[Saved entries]
★ ★ ★

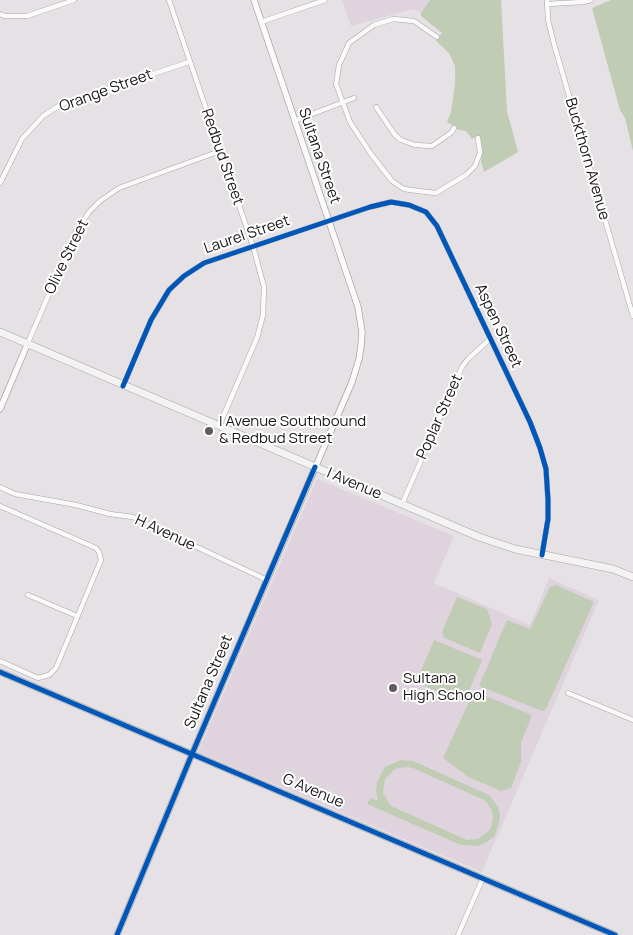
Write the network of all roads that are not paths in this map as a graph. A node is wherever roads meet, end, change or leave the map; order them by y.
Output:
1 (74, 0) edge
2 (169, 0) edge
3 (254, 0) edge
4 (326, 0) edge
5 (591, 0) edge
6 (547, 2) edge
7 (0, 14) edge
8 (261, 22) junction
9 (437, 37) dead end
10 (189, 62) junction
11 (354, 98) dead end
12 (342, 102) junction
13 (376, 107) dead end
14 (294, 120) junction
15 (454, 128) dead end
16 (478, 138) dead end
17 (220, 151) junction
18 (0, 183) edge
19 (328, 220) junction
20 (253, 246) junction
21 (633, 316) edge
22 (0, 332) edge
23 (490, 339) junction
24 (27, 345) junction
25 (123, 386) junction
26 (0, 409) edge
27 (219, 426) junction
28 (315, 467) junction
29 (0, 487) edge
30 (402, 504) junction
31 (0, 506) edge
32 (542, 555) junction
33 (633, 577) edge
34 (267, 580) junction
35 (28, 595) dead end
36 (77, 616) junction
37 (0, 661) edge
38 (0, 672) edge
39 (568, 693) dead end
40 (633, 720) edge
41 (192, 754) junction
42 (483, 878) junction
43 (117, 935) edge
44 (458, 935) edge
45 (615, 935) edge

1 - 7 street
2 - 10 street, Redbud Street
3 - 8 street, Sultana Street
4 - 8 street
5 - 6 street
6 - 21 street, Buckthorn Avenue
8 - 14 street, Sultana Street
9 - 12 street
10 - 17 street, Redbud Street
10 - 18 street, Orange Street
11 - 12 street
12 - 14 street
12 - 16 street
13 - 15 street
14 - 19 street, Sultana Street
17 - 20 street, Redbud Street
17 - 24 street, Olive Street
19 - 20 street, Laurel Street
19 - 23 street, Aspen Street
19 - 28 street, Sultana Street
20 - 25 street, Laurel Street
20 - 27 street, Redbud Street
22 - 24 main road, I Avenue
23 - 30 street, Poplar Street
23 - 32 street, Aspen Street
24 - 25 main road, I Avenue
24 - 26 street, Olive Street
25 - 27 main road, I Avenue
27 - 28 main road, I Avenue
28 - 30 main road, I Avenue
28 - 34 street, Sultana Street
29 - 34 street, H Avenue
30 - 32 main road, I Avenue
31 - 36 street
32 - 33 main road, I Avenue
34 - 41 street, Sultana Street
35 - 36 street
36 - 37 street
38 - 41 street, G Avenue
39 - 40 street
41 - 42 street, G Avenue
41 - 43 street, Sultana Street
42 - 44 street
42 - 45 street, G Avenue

★ ★ ★

WHAT YOU WILL DO: Your reply should be the full data above, copied exactly, with no pictures in it.

YOUR RESPONSE:
Write the network of all roads that are not paths in this map as a graph. A node is wherever roads meet, end, change or leave the map; order them by y.
Output:
1 (74, 0) edge
2 (169, 0) edge
3 (254, 0) edge
4 (326, 0) edge
5 (591, 0) edge
6 (547, 2) edge
7 (0, 14) edge
8 (261, 22) junction
9 (437, 37) dead end
10 (189, 62) junction
11 (354, 98) dead end
12 (342, 102) junction
13 (376, 107) dead end
14 (294, 120) junction
15 (454, 128) dead end
16 (478, 138) dead end
17 (220, 151) junction
18 (0, 183) edge
19 (328, 220) junction
20 (253, 246) junction
21 (633, 316) edge
22 (0, 332) edge
23 (490, 339) junction
24 (27, 345) junction
25 (123, 386) junction
26 (0, 409) edge
27 (219, 426) junction
28 (315, 467) junction
29 (0, 487) edge
30 (402, 504) junction
31 (0, 506) edge
32 (542, 555) junction
33 (633, 577) edge
34 (267, 580) junction
35 (28, 595) dead end
36 (77, 616) junction
37 (0, 661) edge
38 (0, 672) edge
39 (568, 693) dead end
40 (633, 720) edge
41 (192, 754) junction
42 (483, 878) junction
43 (117, 935) edge
44 (458, 935) edge
45 (615, 935) edge

1 - 7 street
2 - 10 street, Redbud Street
3 - 8 street, Sultana Street
4 - 8 street
5 - 6 street
6 - 21 street, Buckthorn Avenue
8 - 14 street, Sultana Street
9 - 12 street
10 - 17 street, Redbud Street
10 - 18 street, Orange Street
11 - 12 street
12 - 14 street
12 - 16 street
13 - 15 street
14 - 19 street, Sultana Street
17 - 20 street, Redbud Street
17 - 24 street, Olive Street
19 - 20 street, Laurel Street
19 - 23 street, Aspen Street
19 - 28 street, Sultana Street
20 - 25 street, Laurel Street
20 - 27 street, Redbud Street
22 - 24 main road, I Avenue
23 - 30 street, Poplar Street
23 - 32 street, Aspen Street
24 - 25 main road, I Avenue
24 - 26 street, Olive Street
25 - 27 main road, I Avenue
27 - 28 main road, I Avenue
28 - 30 main road, I Avenue
28 - 34 street, Sultana Street
29 - 34 street, H Avenue
30 - 32 main road, I Avenue
31 - 36 street
32 - 33 main road, I Avenue
34 - 41 street, Sultana Street
35 - 36 street
36 - 37 street
38 - 41 street, G Avenue
39 - 40 street
41 - 42 street, G Avenue
41 - 43 street, Sultana Street
42 - 44 street
42 - 45 street, G Avenue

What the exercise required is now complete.